● Supplied material
*-*-*
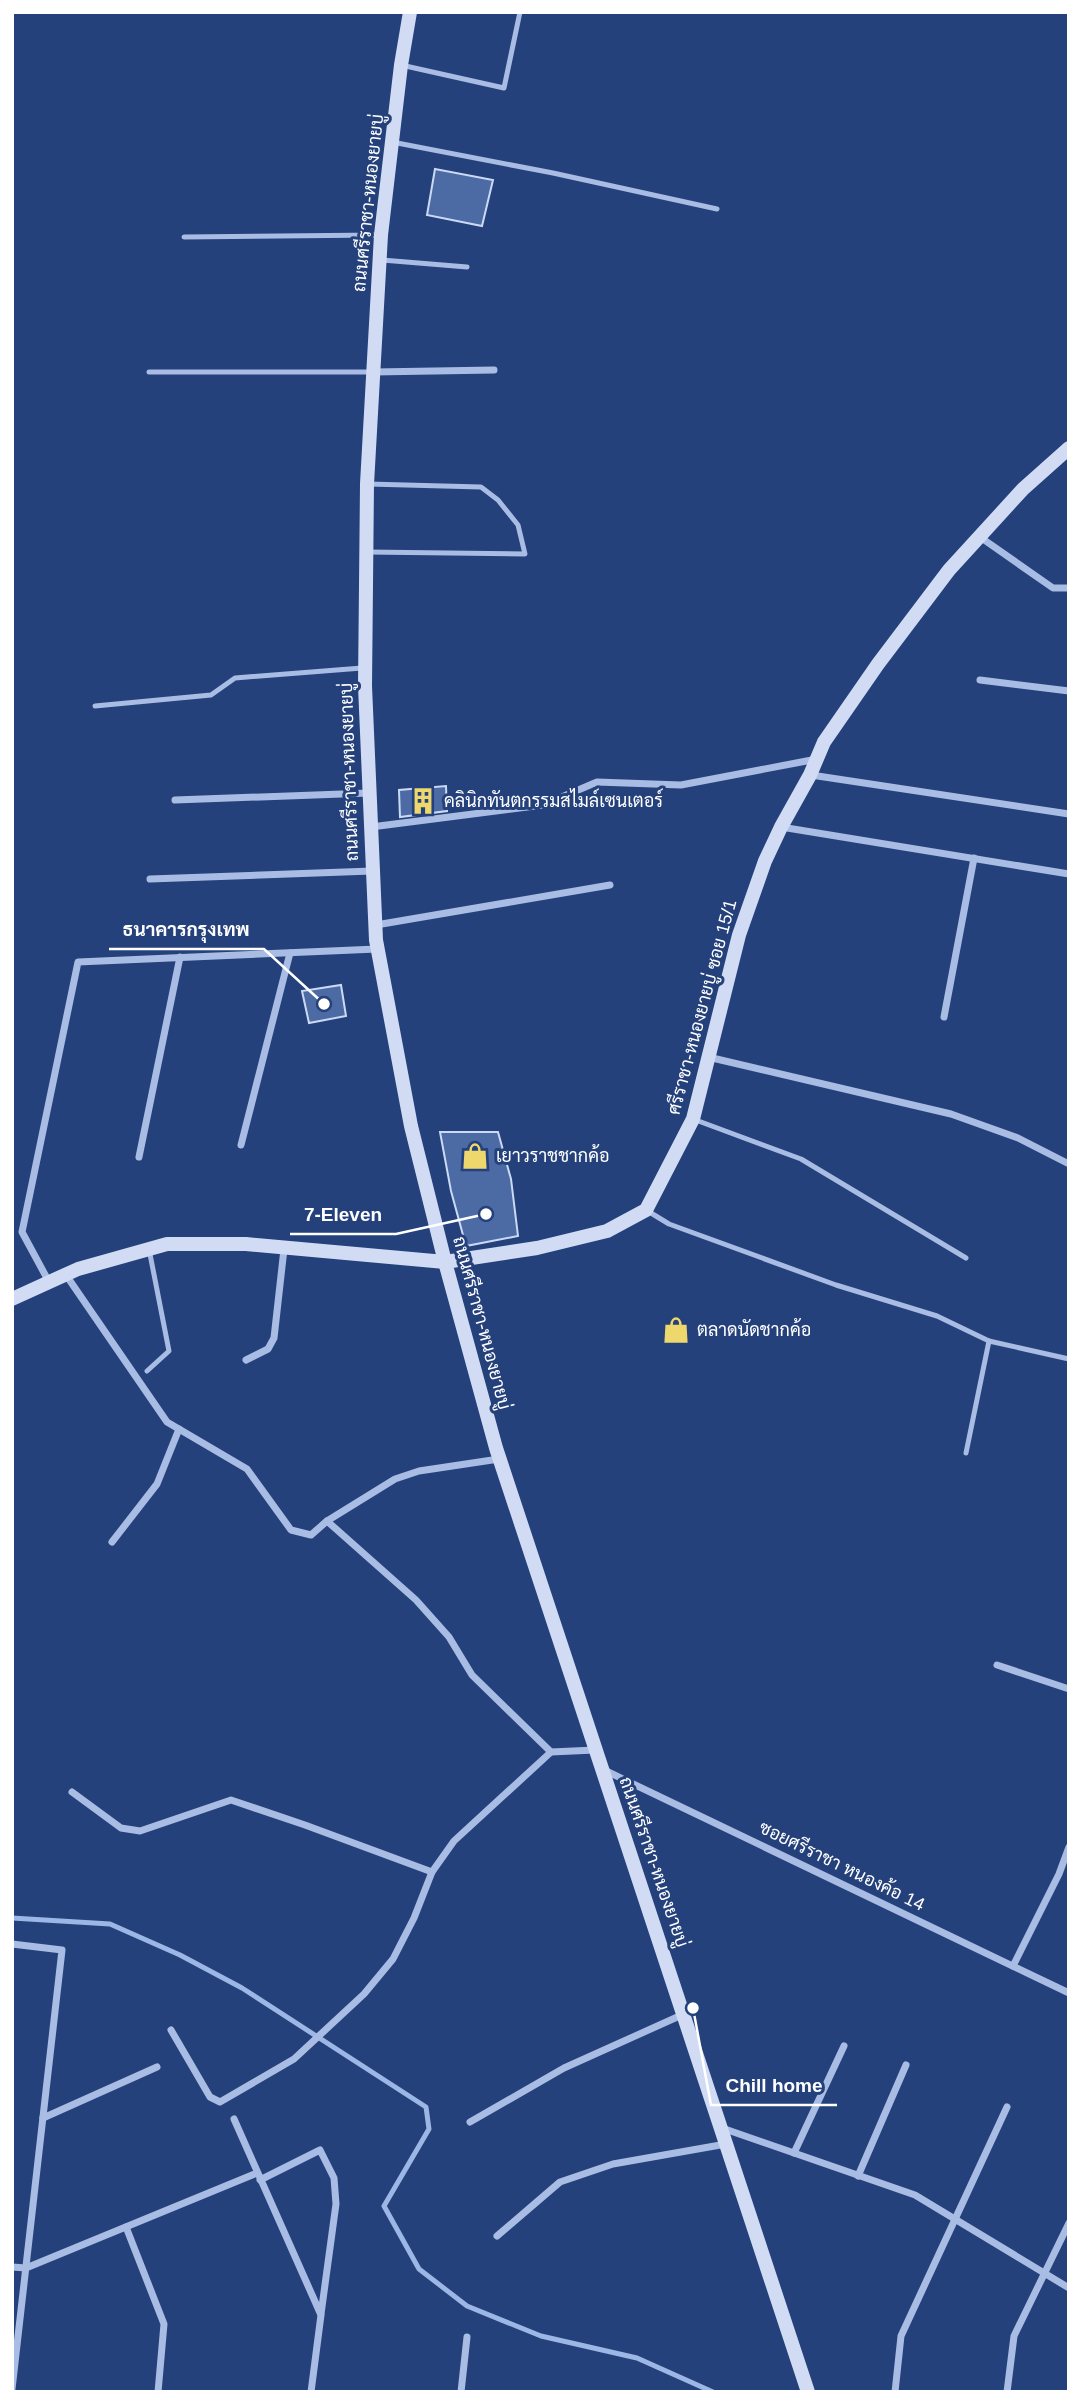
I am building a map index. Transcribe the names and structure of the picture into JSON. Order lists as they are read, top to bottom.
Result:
{
  "streets": {
    "main road": ["ถนนศรีราชา-หนองยายบู่", "ศรีราชา-หนองยายบู่ ซอย 15/1"],
    "street": ["ซอยศรีราชา หนองค้อ 14"]
  },
  "crossings": [
    ["ถนนศรีราชา-หนองยายบู่", "ซอยศรีราชา หนองค้อ 14"]
  ],
  "places": {
    "building": ["คลินิกทันตกรรมสไมล์เซนเตอร์"],
    "other": ["ธนาคารกรุงเทพ", "7-Eleven", "Chill home"],
    "shop": ["เยาวราชชากค้อ", "ตลาดนัดชากค้อ"]
  }
}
*-*-*
The listing is to be repeated word for word, with all pictures omitted.

I am building a map index. Transcribe the names and structure of the picture into JSON. Order lists as they are read, top to bottom.
Result:
{
  "streets": {
    "main road": ["ถนนศรีราชา-หนองยายบู่", "ศรีราชา-หนองยายบู่ ซอย 15/1"],
    "street": ["ซอยศรีราชา หนองค้อ 14"]
  },
  "crossings": [
    ["ถนนศรีราชา-หนองยายบู่", "ซอยศรีราชา หนองค้อ 14"]
  ],
  "places": {
    "building": ["คลินิกทันตกรรมสไมล์เซนเตอร์"],
    "other": ["ธนาคารกรุงเทพ", "7-Eleven", "Chill home"],
    "shop": ["เยาวราชชากค้อ", "ตลาดนัดชากค้อ"]
  }
}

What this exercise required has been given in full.